> [WORK ORDER] Give the listing again exactly, omitting its images.

> [INPUT FOR THIS TASK]
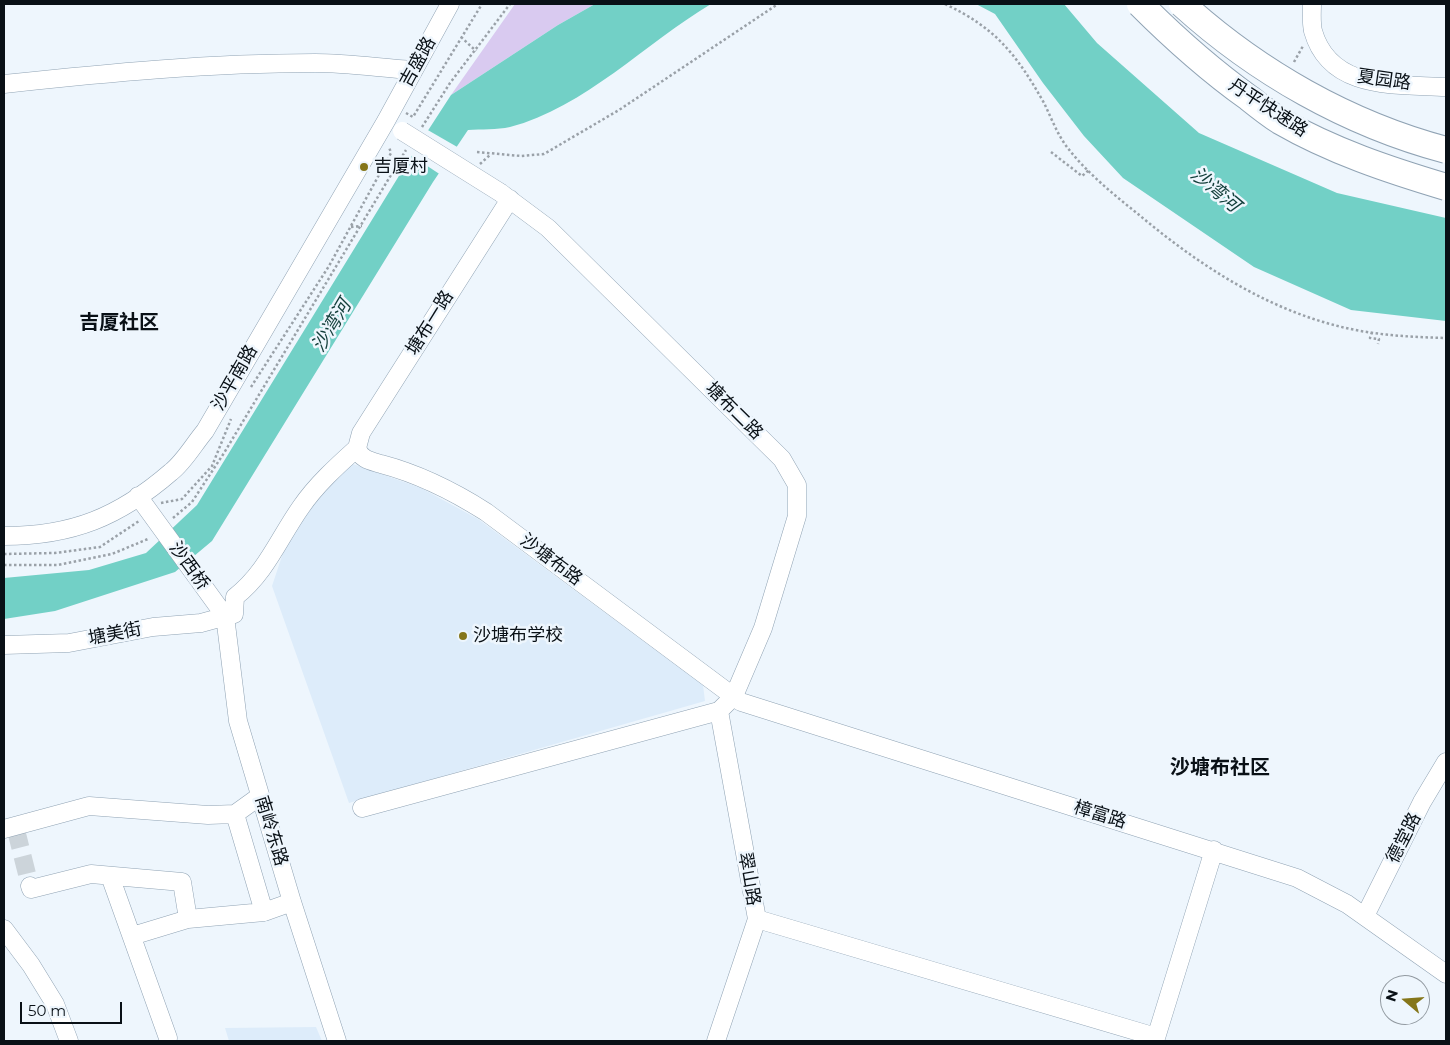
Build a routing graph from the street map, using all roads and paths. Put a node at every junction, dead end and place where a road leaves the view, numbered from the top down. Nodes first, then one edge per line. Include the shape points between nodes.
1 (450, 4) edge
2 (510, 4) edge
3 (778, 4) edge
4 (945, 4) edge
5 (1140, 4) edge
6 (1182, 4) edge
7 (1198, 4) edge
8 (1312, 4) edge
9 (1313, 29) junction
10 (461, 37) dead end
11 (476, 51) junction
12 (1290, 69) dead end
13 (413, 70) junction
14 (4, 84) edge
15 (1446, 87) edge
16 (1346, 113) junction
17 (386, 121) junction
18 (409, 137) junction
19 (1446, 150) edge
20 (477, 152) dead end
21 (1051, 152) dead end
22 (1089, 170) junction
23 (1446, 187) edge
24 (505, 196) junction
25 (362, 226) junction
26 (351, 227) dead end
27 (1372, 332) junction
28 (1446, 338) edge
29 (1378, 344) dead end
30 (357, 448) junction
31 (138, 496) junction
32 (172, 519) dead end
33 (4, 536) edge
34 (148, 539) dead end
35 (4, 565) edge
36 (225, 616) junction
37 (4, 645) edge
38 (734, 696) junction
39 (719, 711) junction
40 (1446, 762) edge
41 (260, 796) junction
42 (362, 808) dead end
43 (235, 814) junction
44 (12, 828) edge
45 (1214, 850) junction
46 (110, 876) junction
47 (30, 886) dead end
48 (292, 902) junction
49 (264, 912) junction
50 (1364, 916) junction
51 (188, 919) junction
52 (757, 919) junction
53 (4, 929) edge
54 (132, 936) junction
55 (1446, 974) edge
56 (168, 1038) dead end
57 (1155, 1039) edge
58 (69, 1041) edge
59 (337, 1041) edge
60 (716, 1041) edge

1 - 13 street, 吉盛路
2 - 11 path
3 - 20 path via 619,110 544,154 521,156
4 - 22 path via 981,22 1012,52 1066,146
5 - 23 highway, 丹平快速路, bridge via 1224,80 1279,120 1339,150
6 - 16 highway, 丹平快速路, bridge via 1217,35 1281,80
7 - 16 highway, bridge via 1225,30 1284,74
8 - 9 street, 夏园路
9 - 12 path
9 - 15 street, 夏园路 via 1322,53 1345,75 1381,83
10 - 11 path
11 - 18 path
13 - 14 street via 317,63 219,64
13 - 17 street, 吉盛路
16 - 19 highway, 丹平快速路, bridge
17 - 18 street, 塘布二路
17 - 31 street, 沙平南路 via 204,431 172,472
18 - 24 street, 塘布二路, bridge
18 - 25 path
21 - 22 path via 1082,176
22 - 27 path via 1157,230 1203,264 1304,316 1335,326
24 - 30 street, 塘布一路 via 361,433
24 - 38 street, 塘布二路 via 548,228 745,421 782,459 797,485 797,516 786,557 764,628
25 - 26 path
25 - 32 path via 192,502
27 - 28 path
27 - 29 path via 1370,338 1379,340
30 - 36 street via 301,507 272,557 246,589 235,597 234,614
30 - 38 street, 沙塘布路 via 364,458 421,477 486,512
31 - 33 street, 沙平南路 via 101,519 77,527 51,533
31 - 36 street, 沙西桥
34 - 35 path via 112,554 58,565
36 - 37 street, 塘美街 via 201,623 153,627 69,643
36 - 41 street, 南岭东路 via 238,721
38 - 39 street
38 - 45 street, 樟富路 via 758,708
39 - 42 street
39 - 52 street, 翠山路
40 - 50 street, 德堂路
41 - 43 street
41 - 48 street, 南岭东路
43 - 44 street via 88,806
43 - 49 street
45 - 50 street, 樟富路 via 1321,888
45 - 57 street
46 - 47 street via 84,875 31,889
46 - 51 street via 182,882
46 - 54 street
48 - 49 street
48 - 59 street, 南岭东路
49 - 51 street
50 - 55 street, 樟富路
51 - 54 street
52 - 57 street
52 - 60 street, 翠山路
53 - 58 street via 55,1004
54 - 56 street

> [WRITTEN ANSWER]
Build a routing graph from the street map, using all roads and paths. Put a node at every junction, dead end and place where a road leaves the view, numbered from the top down. Nodes first, then one edge per line. Include the shape points between nodes.
1 (450, 4) edge
2 (510, 4) edge
3 (778, 4) edge
4 (945, 4) edge
5 (1140, 4) edge
6 (1182, 4) edge
7 (1198, 4) edge
8 (1312, 4) edge
9 (1313, 29) junction
10 (461, 37) dead end
11 (476, 51) junction
12 (1290, 69) dead end
13 (413, 70) junction
14 (4, 84) edge
15 (1446, 87) edge
16 (1346, 113) junction
17 (386, 121) junction
18 (409, 137) junction
19 (1446, 150) edge
20 (477, 152) dead end
21 (1051, 152) dead end
22 (1089, 170) junction
23 (1446, 187) edge
24 (505, 196) junction
25 (362, 226) junction
26 (351, 227) dead end
27 (1372, 332) junction
28 (1446, 338) edge
29 (1378, 344) dead end
30 (357, 448) junction
31 (138, 496) junction
32 (172, 519) dead end
33 (4, 536) edge
34 (148, 539) dead end
35 (4, 565) edge
36 (225, 616) junction
37 (4, 645) edge
38 (734, 696) junction
39 (719, 711) junction
40 (1446, 762) edge
41 (260, 796) junction
42 (362, 808) dead end
43 (235, 814) junction
44 (12, 828) edge
45 (1214, 850) junction
46 (110, 876) junction
47 (30, 886) dead end
48 (292, 902) junction
49 (264, 912) junction
50 (1364, 916) junction
51 (188, 919) junction
52 (757, 919) junction
53 (4, 929) edge
54 (132, 936) junction
55 (1446, 974) edge
56 (168, 1038) dead end
57 (1155, 1039) edge
58 (69, 1041) edge
59 (337, 1041) edge
60 (716, 1041) edge

1 - 13 street, 吉盛路
2 - 11 path
3 - 20 path via 619,110 544,154 521,156
4 - 22 path via 981,22 1012,52 1066,146
5 - 23 highway, 丹平快速路, bridge via 1224,80 1279,120 1339,150
6 - 16 highway, 丹平快速路, bridge via 1217,35 1281,80
7 - 16 highway, bridge via 1225,30 1284,74
8 - 9 street, 夏园路
9 - 12 path
9 - 15 street, 夏园路 via 1322,53 1345,75 1381,83
10 - 11 path
11 - 18 path
13 - 14 street via 317,63 219,64
13 - 17 street, 吉盛路
16 - 19 highway, 丹平快速路, bridge
17 - 18 street, 塘布二路
17 - 31 street, 沙平南路 via 204,431 172,472
18 - 24 street, 塘布二路, bridge
18 - 25 path
21 - 22 path via 1082,176
22 - 27 path via 1157,230 1203,264 1304,316 1335,326
24 - 30 street, 塘布一路 via 361,433
24 - 38 street, 塘布二路 via 548,228 745,421 782,459 797,485 797,516 786,557 764,628
25 - 26 path
25 - 32 path via 192,502
27 - 28 path
27 - 29 path via 1370,338 1379,340
30 - 36 street via 301,507 272,557 246,589 235,597 234,614
30 - 38 street, 沙塘布路 via 364,458 421,477 486,512
31 - 33 street, 沙平南路 via 101,519 77,527 51,533
31 - 36 street, 沙西桥
34 - 35 path via 112,554 58,565
36 - 37 street, 塘美街 via 201,623 153,627 69,643
36 - 41 street, 南岭东路 via 238,721
38 - 39 street
38 - 45 street, 樟富路 via 758,708
39 - 42 street
39 - 52 street, 翠山路
40 - 50 street, 德堂路
41 - 43 street
41 - 48 street, 南岭东路
43 - 44 street via 88,806
43 - 49 street
45 - 50 street, 樟富路 via 1321,888
45 - 57 street
46 - 47 street via 84,875 31,889
46 - 51 street via 182,882
46 - 54 street
48 - 49 street
48 - 59 street, 南岭东路
49 - 51 street
50 - 55 street, 樟富路
51 - 54 street
52 - 57 street
52 - 60 street, 翠山路
53 - 58 street via 55,1004
54 - 56 street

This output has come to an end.